The measures come a day after the Federal Reserve announced it would abandon interest rates unchanged, but predicted another rate hike before the end of the year. The central bank also indicated fewer rate cuts next year, essentially saying it would need to keep rates higher for longer due to persistent inflation.
Federal Reserve Chairman Jerome Powell commented after the decision that a soft landing for the economy was still possible, but not his base case.
“I think we’re seeing a clash between expectations and how things are actually going,” said Shelby McFaddin, an investment analyst at Motley Fool Wealth Management. “When you’re an investor… it doesn’t seem ideal because it seems to indicate a prolonged higher interest rate environment.”

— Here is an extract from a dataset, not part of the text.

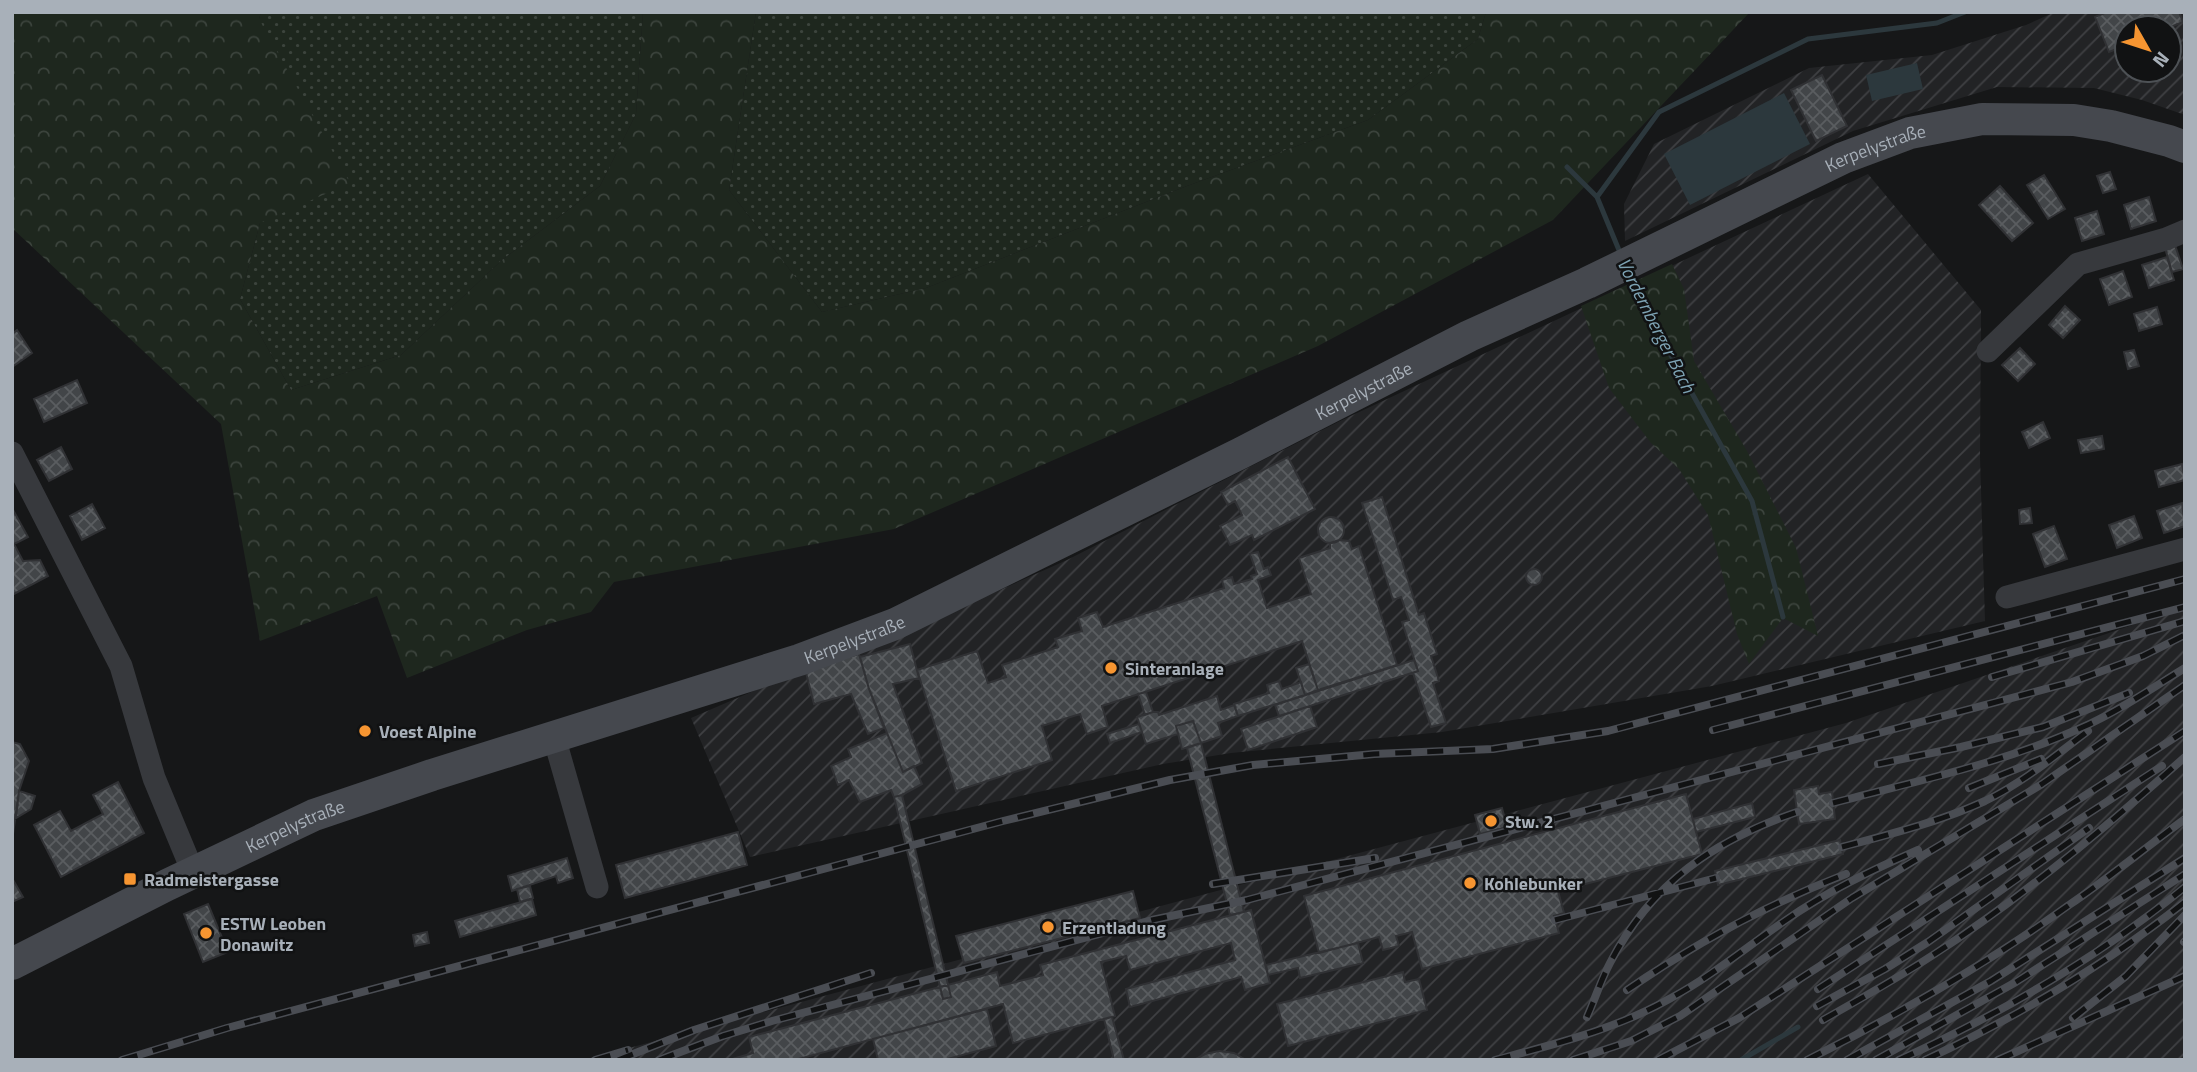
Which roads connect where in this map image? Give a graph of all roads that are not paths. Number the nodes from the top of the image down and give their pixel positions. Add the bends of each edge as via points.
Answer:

Technology stocks have led losses this week as investors reconsider buying growth-oriented stocks if interest rates remain high. tesla, Alphabet, Metaplatforms and NVIDIA they were among the lowest on Thursday.
Marketing automation company Klaviyo, which debuted on the public markets on Wednesday, fell 3% on Thursday. That made the stock the latest in a series of promising IPOs to fall this week.
Fedex bucked the negative trend, gaining more than 5% after the delivery company posted adjusted earnings of $4.55 per share in its fiscal first quarter, while analysts were expecting $3.73 per share, per LSEG.